# Lesson 0 - Search

Official course notes: https://cs50.harvard.edu/ai/2020/notes/0/



# Search

Search problems involve an agent that is given an *initial state* and a *goal state*, and it returns a solution of how to get from the former to the latter.

## Definitions

- **Agent**: an entity that perceives its environment and acts upon that environment. In a navigator app, for example, the agent would be a representation of a car that needs to decide on which actions to take to arrive at the destination.
- **State**: a configuration of an agent in its environment. For example, in a 15 puzzle, a state is any one way that all the numbers are arranged on the board.
- **Initial State**: the state from which the search algorithm starts. In a navigator app, that would be the current location.
- **Goal State**: the state at which the search algorithm can stop. In a navigator app, that would be the final (desired) location.
- **Actions**: choices that can be made in a state. More precisely, actions can be defined as a function. Upon receiving state `s` as input, `Actions(s)` returns as output the set of actions that can be executed in state s. For example, in a 15 puzzle, the actions of a given state are the ways you can slide squares in the current configuration (4 if the empty square is in the middle, 3 if next to a side, 2 if in the corner).
- **Transition Model**: a description of what state results from performing any applicable action in any state. More precisely, the transition model can be defined as a function. Upon receiving state `s` and action `a` as input, `Results(s, a)` returns the state resulting from performing action `a` in state `s`. For example, given a certain configuration of a 15 puzzle (state `s`), moving a square in any direction (action `a`) will bring to a new configuration of the puzzle (the new state).
- **State Space**: the set of all states reachable from the initial state by any sequence of actions. For example, in a 15 puzzle, the state space consists of all the 16!/2 configurations on the board that can be reached from any initial state. The state space can be visualized as a directed graph with states, represented as nodes, and actions, represented as arrows between nodes.
- **Goal Test**: The condition that determines whether a given state is a goal state. For example, in a navigator app, the goal test would be whether the current location of the agent (the representation of the car) is at the destination. If it is — problem solved. If it’s not — we continue searching.
- **Path Cost**: A numerical cost associated with a given path. For example, a navigator app does not simply bring you to your goal; it does so while minimizing the path cost, finding the fastest way possible for you to get to your goal state.
- **Solution**: a sequence of actions that leads from the initial state to the goal state.
- **Optimal Solution**: a solution that has the lowest path cost among all solutions.

# Solving search problems

## The nodes
In a search process, data is often stored in a node, a data structure that contains the following data:

- A **state**
- Its **parent node**, through which the current node was generated
- The **action** that was applied to the state of the parent to get to the current node
- The **path cost** from the initial state to this node

Nodes contain information that makes them very useful for the purposes of search algorithms. They contain a **state**, which can be checked using the goal test to see if it is the final state. If it is, the node’s **path cost** can be compared to other nodes’ path costs, which allows choosing the optimal solution. Once the node is chosen, by virtue of storing the **parent node** and the **action** that led from the parent to the current node, it is possible to trace back every step of the way from the initial state to this node, and this sequence of actions is the solution.

## The frontier

However, nodes are simply a data structure — they don’t search, they hold information. To actually search, we use the **frontier**, the mechanism that “manages” the nodes. The frontier starts by containing an initial state and an empty set of explored items, and then repeats the following actions until a solution is reached:

```
Repeat:

If the frontier is empty:
    Stop. There is no solution to the problem.
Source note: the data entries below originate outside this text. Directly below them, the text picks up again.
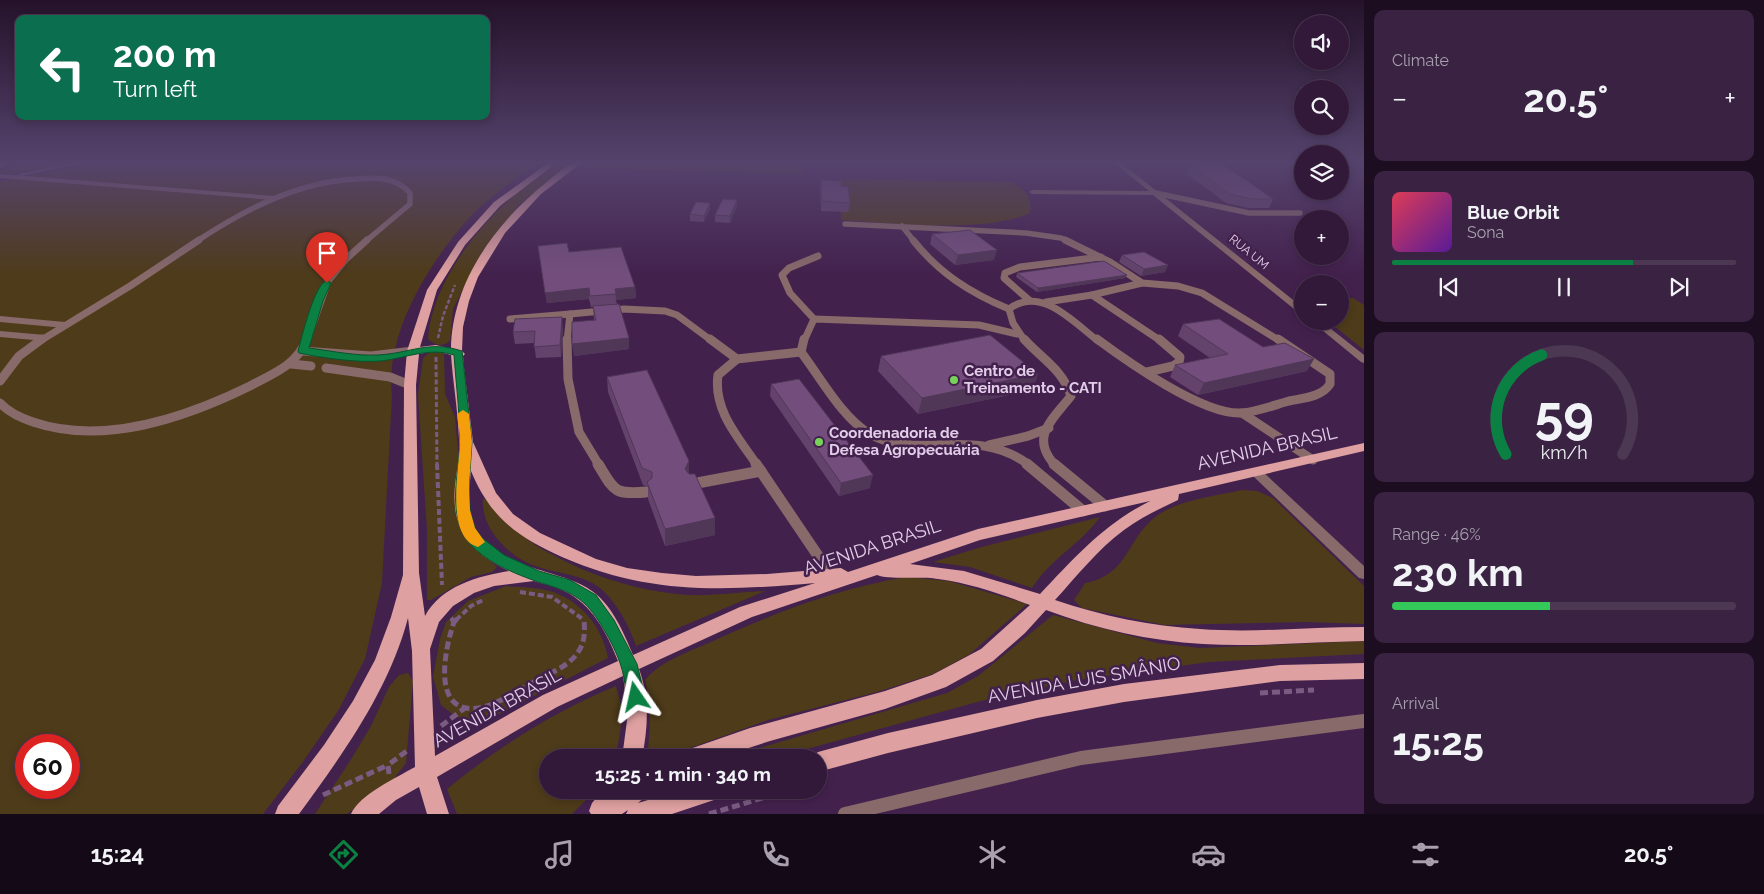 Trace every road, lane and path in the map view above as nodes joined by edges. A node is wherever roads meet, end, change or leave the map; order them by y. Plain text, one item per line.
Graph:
1 (272, 199) edge
2 (411, 199) edge
3 (504, 199) edge
4 (530, 199) edge
5 (1163, 199) edge
6 (1194, 199) edge
7 (1294, 213) edge
8 (846, 224) dead end
9 (902, 226) junction
10 (818, 256) dead end
11 (1101, 258) junction
12 (1142, 283) junction
13 (1092, 295) junction
14 (1029, 300) junction
15 (1046, 302) junction
16 (1294, 305) edge
17 (1009, 309) junction
18 (570, 314) junction
19 (814, 318) junction
20 (0, 319) edge
21 (510, 319) dead end
22 (65, 325) junction
23 (1326, 330) edge
24 (0, 334) edge
25 (1018, 334) junction
26 (45, 338) junction
27 (303, 351) junction
28 (413, 351) junction
29 (801, 352) junction
30 (459, 354) junction
31 (380, 358) junction
32 (737, 359) junction
33 (1364, 360) edge
34 (291, 364) junction
35 (311, 366) dead end
36 (326, 368) dead end
37 (1147, 372) junction
38 (372, 374) junction
39 (0, 381) edge
40 (410, 385) junction
41 (0, 403) edge
42 (1242, 413) junction
43 (1048, 428) junction
44 (466, 442) junction
45 (986, 445) junction
46 (1364, 447) edge
47 (1313, 460) junction
48 (761, 471) junction
49 (1257, 473) junction
50 (692, 484) edge
51 (1189, 488) junction
52 (646, 492) edge
53 (1105, 506) junction
54 (1083, 511) junction
55 (411, 573) junction
56 (858, 573) junction
57 (1364, 574) edge
58 (535, 575) junction
59 (831, 575) junction
60 (513, 591) dead end
61 (494, 595) dead end
62 (1044, 602) junction
63 (1364, 634) edge
64 (421, 651) junction
65 (629, 664) junction
66 (1364, 671) edge
67 (1325, 689) dead end
68 (1256, 694) dead end
69 (1364, 722) edge
70 (634, 749) edge
71 (712, 749) edge
72 (827, 760) edge
73 (388, 765) dead end
74 (425, 773) junction
75 (319, 798) dead end
76 (609, 799) edge
77 (625, 799) edge
78 (686, 799) edge
79 (759, 799) edge
80 (286, 814) edge
81 (362, 814) edge
82 (438, 814) edge
83 (596, 814) edge
84 (604, 814) edge
85 (637, 814) edge
86 (709, 814) edge
87 (845, 814) edge

1 - 22 lane
2 - 27 lane
3 - 28 main road
4 - 30 main road
5 - 16 street, RUA UM
6 - 7 lane
8 - 9 lane
9 - 11 lane
9 - 17 lane
10 - 19 lane
11 - 12 lane
11 - 14 lane
12 - 13 lane
12 - 42 lane
13 - 15 lane
13 - 37 lane
14 - 15 lane
14 - 17 lane
15 - 37 lane
17 - 25 lane
18 - 21 lane
18 - 32 lane
18 - 52 lane
19 - 25 lane
19 - 29 lane
20 - 22 street
22 - 26 lane
23 - 33 street
24 - 26 street
25 - 43 lane
26 - 39 lane
27 - 31 lane
27 - 34 lane
28 - 30 main road
28 - 31 lane
28 - 40 main road
29 - 32 lane
29 - 45 lane
30 - 44 main road
31 - 38 lane
32 - 48 lane
34 - 35 lane
34 - 41 lane
36 - 38 lane
37 - 42 lane
38 - 40 lane
40 - 55 main road
42 - 47 lane
43 - 45 lane
43 - 53 lane
44 - 58 main road
44 - 59 main road
45 - 54 lane
46 - 47 main road, AVENIDA BRASIL
47 - 49 main road, AVENIDA BRASIL
48 - 50 lane
48 - 59 lane
49 - 51 main road, AVENIDA BRASIL
49 - 57 street
51 - 53 main road, AVENIDA BRASIL
51 - 62 main road
53 - 54 main road, AVENIDA BRASIL
54 - 56 main road, AVENIDA BRASIL
55 - 64 main road
55 - 80 main road
56 - 59 main road
56 - 62 main road, AVENIDA LUIS SMÂNIO
56 - 65 main road, AVENIDA BRASIL
58 - 64 main road
58 - 65 main road
60 - 61 path
62 - 63 main road, AVENIDA LUIS SMÂNIO
62 - 71 main road
64 - 74 main road
65 - 70 main road
65 - 74 main road, AVENIDA BRASIL
66 - 72 main road, AVENIDA LUIS SMÂNIO
67 - 68 path
69 - 87 lane
73 - 75 path
74 - 81 main road, AVENIDA BRASIL
74 - 82 main road
76 - 83 main road
77 - 84 main road
78 - 85 main road
79 - 86 path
Remove a node from the frontier. This is the node that will be considered.

If the node contains the goal state:
    Return the solution. 
    Stop.
Else:
    Add the current node to the explored set.
    Expand the node (find all the new nodes that could be reached from this node), 
    and add resulting nodes to the frontier, if they're not already in the frontier or in the explored set
    
```

If the frontier several nodes we have a choice in which node to pick next. The way we choose this node gives rise to several variants of the search algorithms. 

# Depth-first search



State space example (represented as a graph where nodes are states and connections are actions), start at A, goal at E:

```
       /-> C -> E
A -> B
       \-> D -> F
```
If the frontier is implemented as a **stack** then we start on A, explore it, go to B, then add C and D. Since D was added last, we next expand D and add F to the stack. Since there is no node after F we explore what's left in the stack: C, then go to E. Thus, depth-first search always expands the deepest node in the frontier.

|Step | Frontier | Explored |
|-----|----------|----------|
| 1   | A        |          |
| 2   | B        | A        |
| 3   | C D      | A B      |
| 4   | C F      | A B D    |
| 5   | C        | A B D F  |
| 6   | E        | A B D F C|

Definition: A **stack** is a data structure where the last element added is the first one to be extracted (last in/first out)

# Breadth-first search

If, on the contrary, the frontier is implemented as a queue (first in/first out), then the shallowest node in the frontier is expanded. For our example, the steps are as follows:

|Step  | Frontier | Explored |
|------|----------|----------|
| 1    | A        |          |
| 2    | B        | A        |
| 3    | C D      | A B      |
| 4    | D F      | A B C    |
| 5    | F E      | A B C D  |
| 6    | E        | A B C D F|

Thus, the algorithm explores nodes by levels. First it explores all nodes at a distance that are one node away from the start (level 1), then 2 nodes away (level 2), etc...